INP is the one that will hurt
LCP and CLS are mostly solved by now — preload the hero, reserve space for images, done. INP is different. It replaced FID in 2024, and unlike FID it measures the full latency of every interaction through to the next paint, not just the first input’s queueing delay. You cannot game it with a fast first tap.
INP regressions almost always trace back to the main thread being busy when the user clicks. The usual suspects:
- long tasks — any single block over 50ms; a fat reducer or a synchronous layout read on click is enough;
- heavy event handlers that do real work inline instead of scheduling it;
- hydration, where a framework re-attaches listeners to the whole tree and blocks input for hundreds of milliseconds right after load.
The fix is almost never “optimize the function” — it is “stop blocking the main thread.” Yield after visual feedback, push non-urgent work behind scheduler.postTask or at least a setTimeout(0), and break long tasks so the browser can paint the interaction:
button.addEventListener('click', async () => {
applyVisualFeedback(); // paints this frame, keeps INP low
await scheduler.yield?.(); // hand the main thread back to the browser
await runExpensiveWork(); // the heavy part now runs after paint
});
Make the gate fair, or it gets disabled
The technical part is the easy half. The hard half is social: at some point the gate turns a teammate’s perfectly reasonable feature PR red, they did not write the slow code, and now they are blocked. Do that twice and someone adds // budget: skip and the whole thing dies.

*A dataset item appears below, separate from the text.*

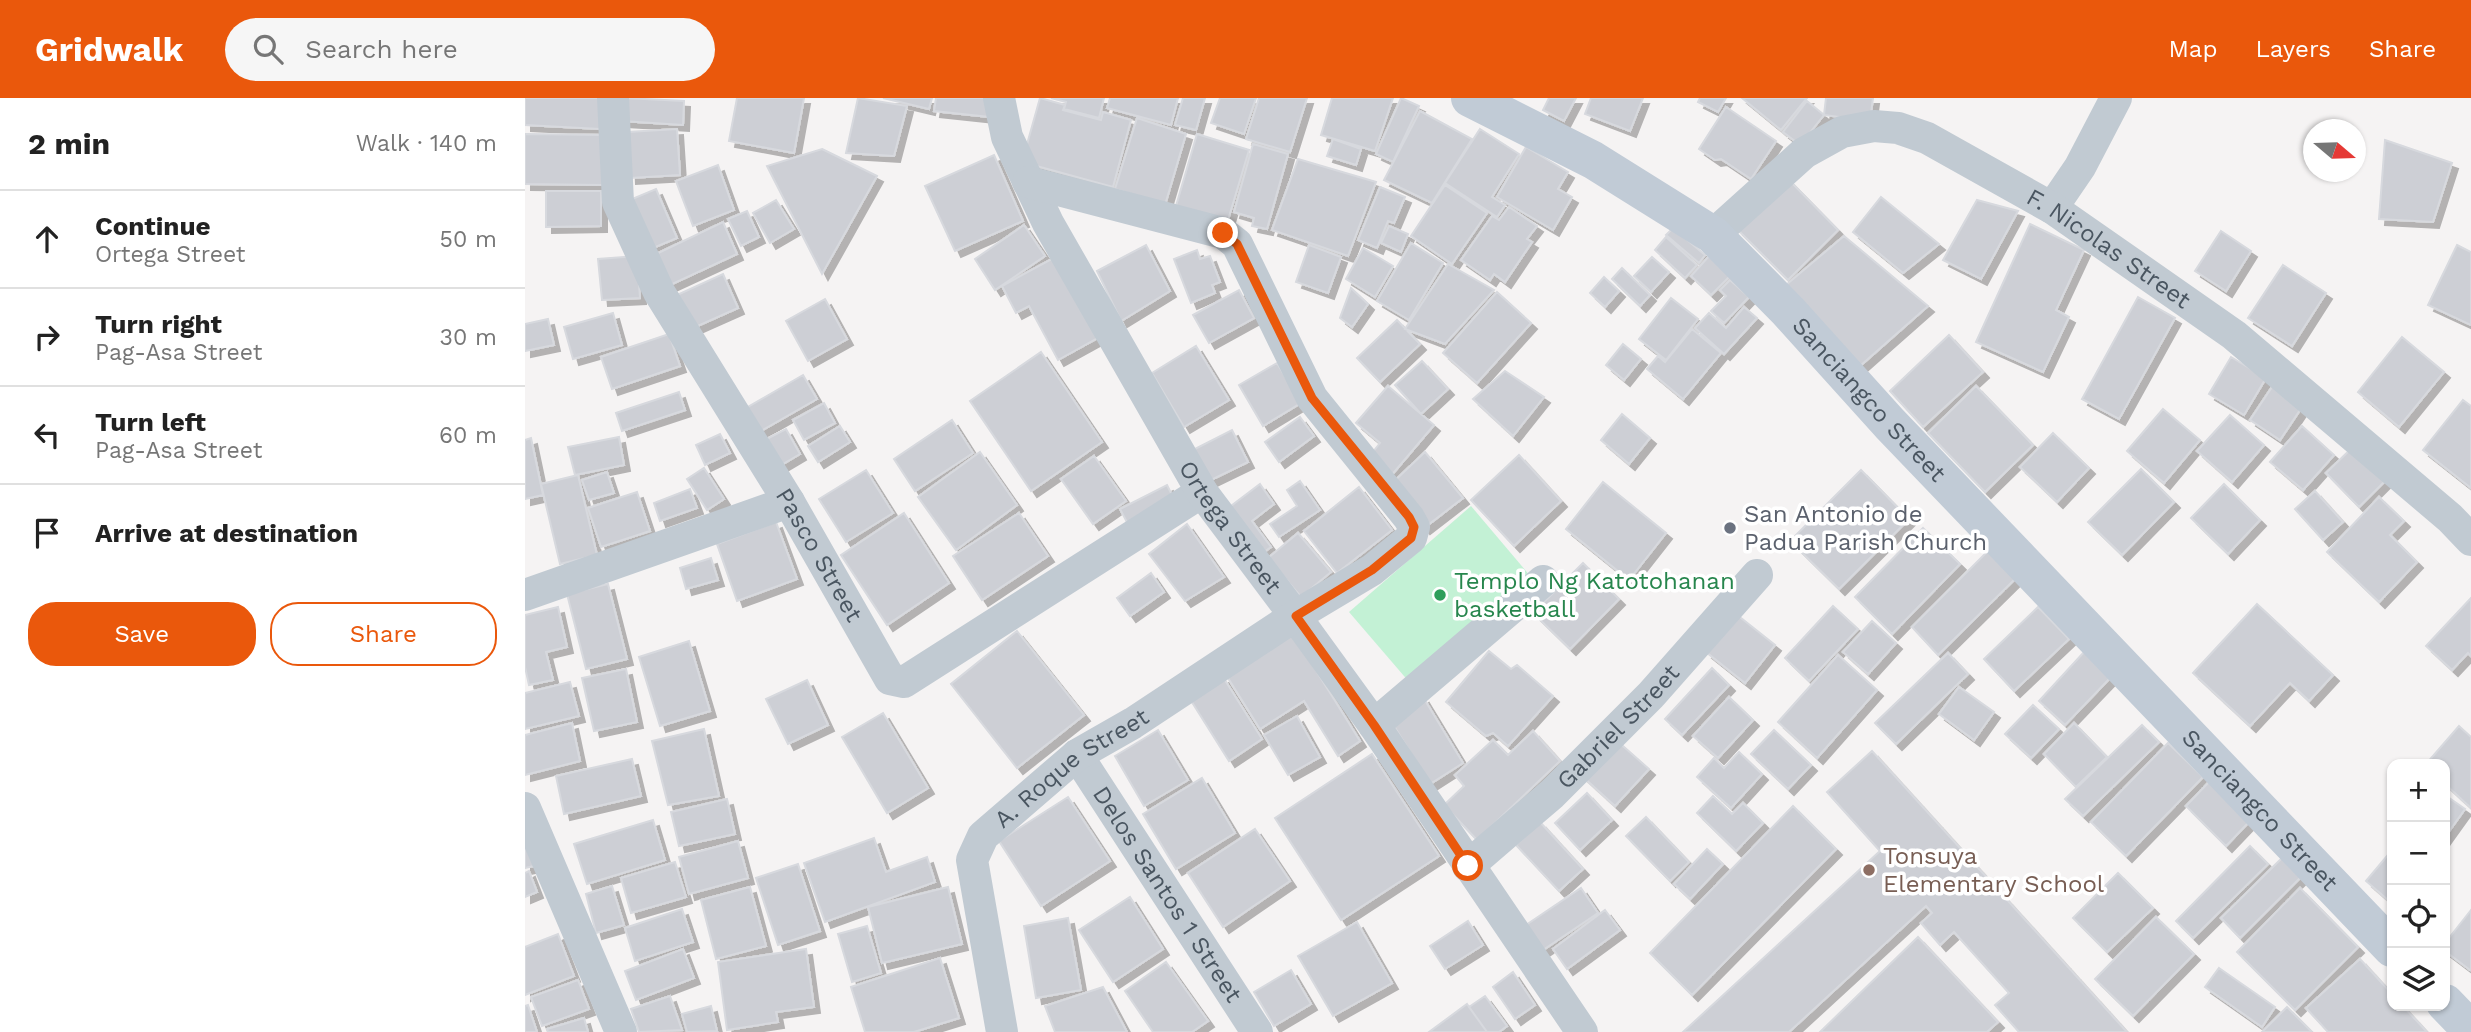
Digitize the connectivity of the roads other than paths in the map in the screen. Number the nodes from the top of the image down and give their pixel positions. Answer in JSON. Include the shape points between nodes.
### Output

A fair gate has three properties. Budgets are per-route, so a heavy editor page does not impose its limits on the marketing landing. There is a small tolerance — a few percent of slack and a check against a rolling baseline rather than an absolute line, so ordinary noise does not flip the build. And every budget has a named owner, so when a route goes over, the gate pings the person who can actually decide, not the unlucky author of the triggering commit.

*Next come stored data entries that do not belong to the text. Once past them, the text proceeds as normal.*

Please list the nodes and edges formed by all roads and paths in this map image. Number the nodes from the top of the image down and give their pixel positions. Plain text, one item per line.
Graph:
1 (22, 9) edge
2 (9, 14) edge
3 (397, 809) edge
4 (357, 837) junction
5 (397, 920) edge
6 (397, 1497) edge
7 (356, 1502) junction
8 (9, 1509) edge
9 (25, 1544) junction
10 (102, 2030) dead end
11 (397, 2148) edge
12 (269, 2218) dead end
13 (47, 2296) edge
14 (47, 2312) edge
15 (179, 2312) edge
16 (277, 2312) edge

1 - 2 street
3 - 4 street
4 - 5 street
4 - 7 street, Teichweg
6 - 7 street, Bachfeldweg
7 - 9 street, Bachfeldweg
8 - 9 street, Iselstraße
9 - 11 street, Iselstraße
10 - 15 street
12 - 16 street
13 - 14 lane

When a budget is genuinely exceeded, the failure message should say what grew, by how much, and who owns it — and offer a one-line, logged, expiring waiver. A waiver that needs a human’s name and disappears in two weeks is honest; a permanent silent skip is how budgets rot.

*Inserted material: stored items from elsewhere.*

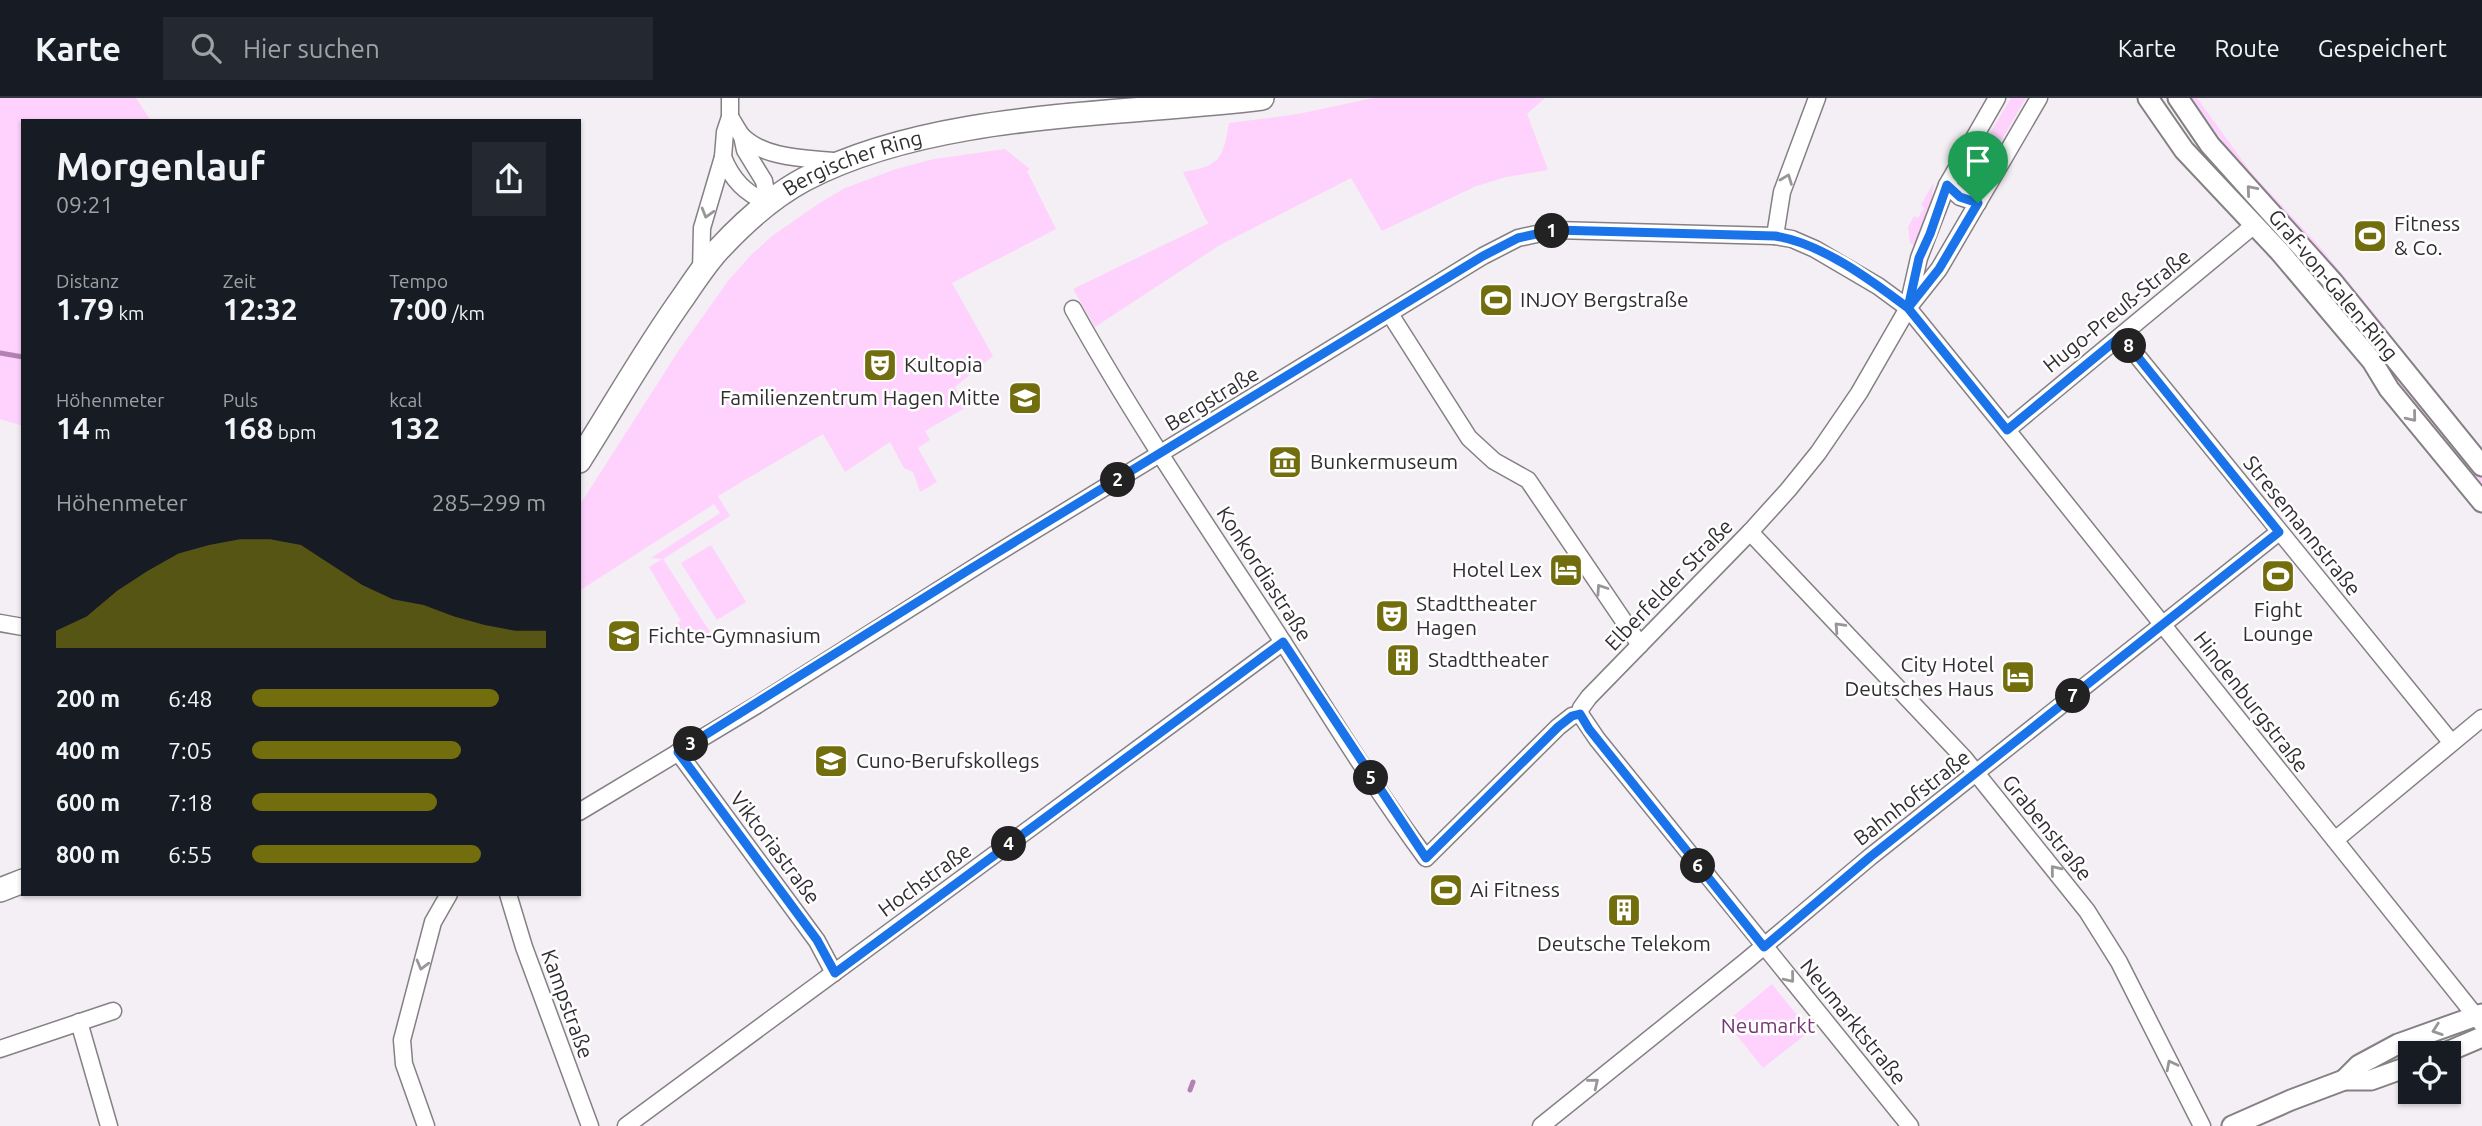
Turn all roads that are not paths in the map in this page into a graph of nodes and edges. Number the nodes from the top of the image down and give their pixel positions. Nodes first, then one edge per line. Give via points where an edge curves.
1 (730, 98) edge
2 (1262, 98) edge
3 (1817, 98) edge
4 (1997, 98) edge
5 (2039, 98) edge
6 (2148, 98) edge
7 (2178, 98) edge
8 (730, 117) junction
9 (742, 136) junction
10 (723, 157) junction
11 (841, 162) junction
12 (1947, 185) junction
13 (768, 203) junction
14 (1978, 203) junction
15 (2253, 226) junction
16 (1775, 236) junction
17 (701, 272) junction
18 (1908, 308) junction
19 (1073, 309) dead end
20 (1390, 314) junction
21 (2121, 336) junction
22 (2007, 430) junction
23 (1161, 454) junction
24 (581, 458) edge
25 (2482, 466) edge
26 (2482, 502) edge
27 (1750, 532) junction
28 (2279, 532) junction
29 (0, 623) edge
30 (2162, 624) junction
31 (21, 627) edge
32 (1283, 642) junction
33 (1640, 645) junction
34 (1580, 714) junction
35 (2482, 718) edge
36 (2451, 743) junction
37 (678, 752) junction
38 (1976, 773) junction
39 (581, 811) edge
40 (2335, 840) junction
41 (1426, 858) joint
42 (21, 882) edge
43 (0, 890) edge
44 (509, 896) edge
45 (446, 897) edge
46 (1764, 947) junction
47 (835, 973) junction
48 (113, 1011) dead end
49 (2480, 1018) edge
50 (79, 1022) junction
51 (2482, 1037) edge
52 (2461, 1046) edge
53 (0, 1049) edge
54 (2398, 1070) edge
55 (2344, 1080) junction
56 (109, 1126) edge
57 (426, 1126) edge
58 (590, 1126) edge
59 (625, 1126) edge
60 (1541, 1126) edge
61 (1910, 1126) edge
62 (2202, 1126) edge
63 (2232, 1126) edge

1 - 8 street
2 - 11 main road, Bergischer Ring via 958,131 903,141
16 -> 3 street via 1782,192
4 - 12 street, Elberfelder Straße
5 - 14 street, Elberfelder Straße
6 - 15 street, Graf-von-Galen-Ring via 2184,150
25 -> 7 street, Graf-von-Galen-Ring via 2325,273 2210,145
8 - 9 street
8 - 10 street
9 - 11 street via 779,154
9 - 13 street via 764,181
10 - 13 street via 748,194
10 -> 17 street via 702,228
11 - 13 main road, Bergischer Ring
12 - 14 street via 1960,197
12 - 18 street, Elberfelder Straße via 1919,258
13 - 17 main road, Bergischer Ring
14 - 18 street, Elberfelder Straße via 1939,269
15 - 21 street, Hugo-Preuß-Straße
15 -> 26 street, Graf-von-Galen-Ring via 2319,297
16 - 18 street, Bergstraße via 1815,248
16 - 20 street, Bergstraße via 1537,233 1483,256
17 - 24 main road, Bergischer Ring
18 - 22 street, Hindenburgstraße
18 - 27 street, Elberfelder Straße via 1842,421
19 - 23 street, Konkordiastraße
20 - 23 street, Bergstraße
33 -> 20 street via 1528,480 1494,461 1469,438
21 - 22 street, Hugo-Preuß-Straße
21 - 28 street, Stresemannstraße
22 - 30 street, Hindenburgstraße
23 - 32 street, Konkordiastraße
23 - 37 street, Bergstraße
27 - 33 street, Elberfelder Straße
38 -> 27 street, Grabenstraße
28 - 30 street, Bahnhofstraße
28 - 36 street, Stresemannstraße
29 - 31 street
30 - 38 street, Bahnhofstraße
30 - 40 street, Hindenburgstraße
32 - 41 street, Konkordiastraße
32 - 47 street, Hochstraße
33 - 34 street, Elberfelder Straße via 1583,703
34 - 41 street, Elberfelder Straße via 1558,727
34 - 46 street, Neumarktstraße
35 - 36 street
36 - 40 street
37 - 39 street, Bergstraße
37 - 47 street, Viktoriastraße via 817,940
38 - 46 street, Bahnhofstraße
62 -> 38 street, Grabenstraße via 2108,943
40 - 49 street, Hindenburgstraße
42 - 43 main road
44 - 58 street, Kampstraße
45 -> 57 street via 433,922 402,1040 404,1064
60 -> 46 street, Bahnhofstraße
46 -> 61 street, Neumarktstraße
47 - 59 street, Hochstraße
48 - 50 street
49 -> 55 street via 2398,1044 2359,1065
50 - 53 street
50 - 56 street
51 - 52 street
54 - 55 street via 2371,1080
55 - 63 street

What I check before I trust a budget
Before I call a performance budget real rather than decorative, I run down this list:
- the gate runs in CI and can actually block a merge, not just print a warning;
- thresholds come from field p75, not a lab run on someone’s M-series laptop;
- there is a per-route budget and a documented tolerance against a rolling baseline;
- INP has its own line, and long-task count is tracked, not just the aggregate score;
- every budget names an owner, and waivers are explicit, logged, and expiring;
- the numbers ratchet down over time instead of drifting up to whatever shipped last.
On the local-first editor I work on, the budget that stuck was not the strictest one — it was the one with honest per-route numbers and a two-week waiver. It caught a hydration regression that had quietly added tens of milliseconds to INP, and nobody had to be the villain to get it fixed.